**REQUIRED ACTION**
Restate the records exactly. Include all of them.
○ ○ ○ ○ ○
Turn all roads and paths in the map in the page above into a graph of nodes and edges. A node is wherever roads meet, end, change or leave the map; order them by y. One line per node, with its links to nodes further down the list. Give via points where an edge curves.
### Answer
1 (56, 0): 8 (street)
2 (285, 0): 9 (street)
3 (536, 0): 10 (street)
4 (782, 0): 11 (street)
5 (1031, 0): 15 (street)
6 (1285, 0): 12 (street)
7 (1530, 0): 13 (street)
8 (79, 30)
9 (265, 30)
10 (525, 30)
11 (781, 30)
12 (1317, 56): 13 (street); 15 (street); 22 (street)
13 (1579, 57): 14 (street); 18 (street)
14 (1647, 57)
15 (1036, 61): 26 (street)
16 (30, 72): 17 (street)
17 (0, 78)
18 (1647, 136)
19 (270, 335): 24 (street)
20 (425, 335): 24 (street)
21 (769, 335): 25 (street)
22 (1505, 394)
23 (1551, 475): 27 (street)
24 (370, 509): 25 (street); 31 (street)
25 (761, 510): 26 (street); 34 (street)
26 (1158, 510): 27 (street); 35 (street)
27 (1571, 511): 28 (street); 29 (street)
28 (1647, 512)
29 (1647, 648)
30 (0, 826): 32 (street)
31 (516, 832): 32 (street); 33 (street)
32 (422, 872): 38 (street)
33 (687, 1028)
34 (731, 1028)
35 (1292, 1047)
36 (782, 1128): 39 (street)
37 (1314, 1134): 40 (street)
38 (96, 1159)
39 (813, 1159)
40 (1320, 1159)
○ ○ ○ ○ ○
**EXERCISE RESULT**
Turn all roads and paths in the map in the page above into a graph of nodes and edges. A node is wherever roads meet, end, change or leave the map; order them by y. One line per node, with its links to nodes further down the list. Give via points where an edge curves.
### Answer
1 (56, 0): 8 (street)
2 (285, 0): 9 (street)
3 (536, 0): 10 (street)
4 (782, 0): 11 (street)
5 (1031, 0): 15 (street)
6 (1285, 0): 12 (street)
7 (1530, 0): 13 (street)
8 (79, 30)
9 (265, 30)
10 (525, 30)
11 (781, 30)
12 (1317, 56): 13 (street); 15 (street); 22 (street)
13 (1579, 57): 14 (street); 18 (street)
14 (1647, 57)
15 (1036, 61): 26 (street)
16 (30, 72): 17 (street)
17 (0, 78)
18 (1647, 136)
19 (270, 335): 24 (street)
20 (425, 335): 24 (street)
21 (769, 335): 25 (street)
22 (1505, 394)
23 (1551, 475): 27 (street)
24 (370, 509): 25 (street); 31 (street)
25 (761, 510): 26 (street); 34 (street)
26 (1158, 510): 27 (street); 35 (street)
27 (1571, 511): 28 (street); 29 (street)
28 (1647, 512)
29 (1647, 648)
30 (0, 826): 32 (street)
31 (516, 832): 32 (street); 33 (street)
32 (422, 872): 38 (street)
33 (687, 1028)
34 (731, 1028)
35 (1292, 1047)
36 (782, 1128): 39 (street)
37 (1314, 1134): 40 (street)
38 (96, 1159)
39 (813, 1159)
40 (1320, 1159)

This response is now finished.